═════ THE INPUT ═════

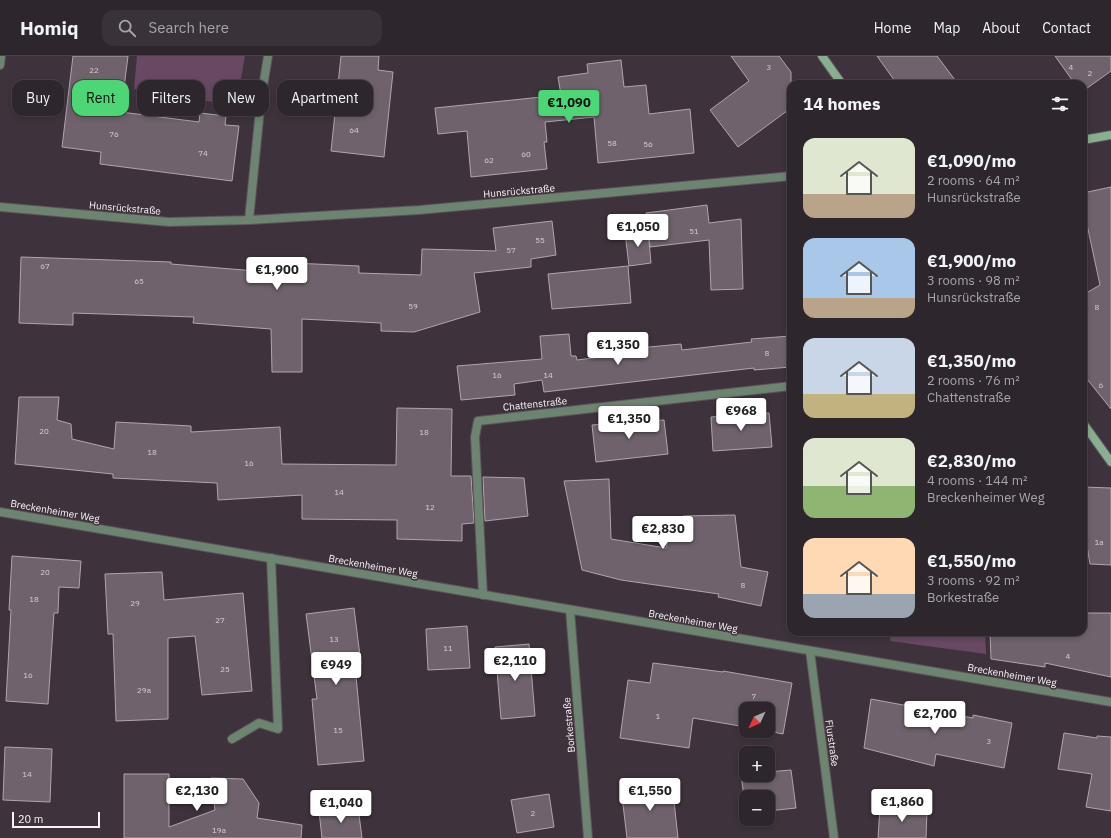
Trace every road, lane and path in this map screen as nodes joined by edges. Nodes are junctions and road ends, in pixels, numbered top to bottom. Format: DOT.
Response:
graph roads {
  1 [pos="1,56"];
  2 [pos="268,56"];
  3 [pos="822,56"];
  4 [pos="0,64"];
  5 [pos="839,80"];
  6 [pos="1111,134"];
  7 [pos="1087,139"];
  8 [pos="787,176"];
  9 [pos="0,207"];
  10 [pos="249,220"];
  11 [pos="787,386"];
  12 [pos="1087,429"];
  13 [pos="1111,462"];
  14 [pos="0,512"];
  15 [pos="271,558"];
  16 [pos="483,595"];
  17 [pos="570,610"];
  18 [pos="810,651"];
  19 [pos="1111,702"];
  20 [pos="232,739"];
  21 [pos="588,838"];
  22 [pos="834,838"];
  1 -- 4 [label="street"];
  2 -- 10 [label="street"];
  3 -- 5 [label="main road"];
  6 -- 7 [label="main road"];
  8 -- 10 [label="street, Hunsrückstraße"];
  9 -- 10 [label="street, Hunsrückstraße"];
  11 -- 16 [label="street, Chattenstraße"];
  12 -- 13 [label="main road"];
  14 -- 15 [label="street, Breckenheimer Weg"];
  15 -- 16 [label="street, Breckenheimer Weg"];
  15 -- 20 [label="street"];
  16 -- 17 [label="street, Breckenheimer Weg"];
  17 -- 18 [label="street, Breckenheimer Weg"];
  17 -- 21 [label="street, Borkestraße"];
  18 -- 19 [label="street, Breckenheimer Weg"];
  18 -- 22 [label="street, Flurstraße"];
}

═════

EXERCISE OBJECTIVE
Show every line in the records above that contains the word "Hunsrückstraße".

RESPONSE BOX
  8 -- 10 [label="street, Hunsrückstraße"];
  9 -- 10 [label="street, Hunsrückstraße"];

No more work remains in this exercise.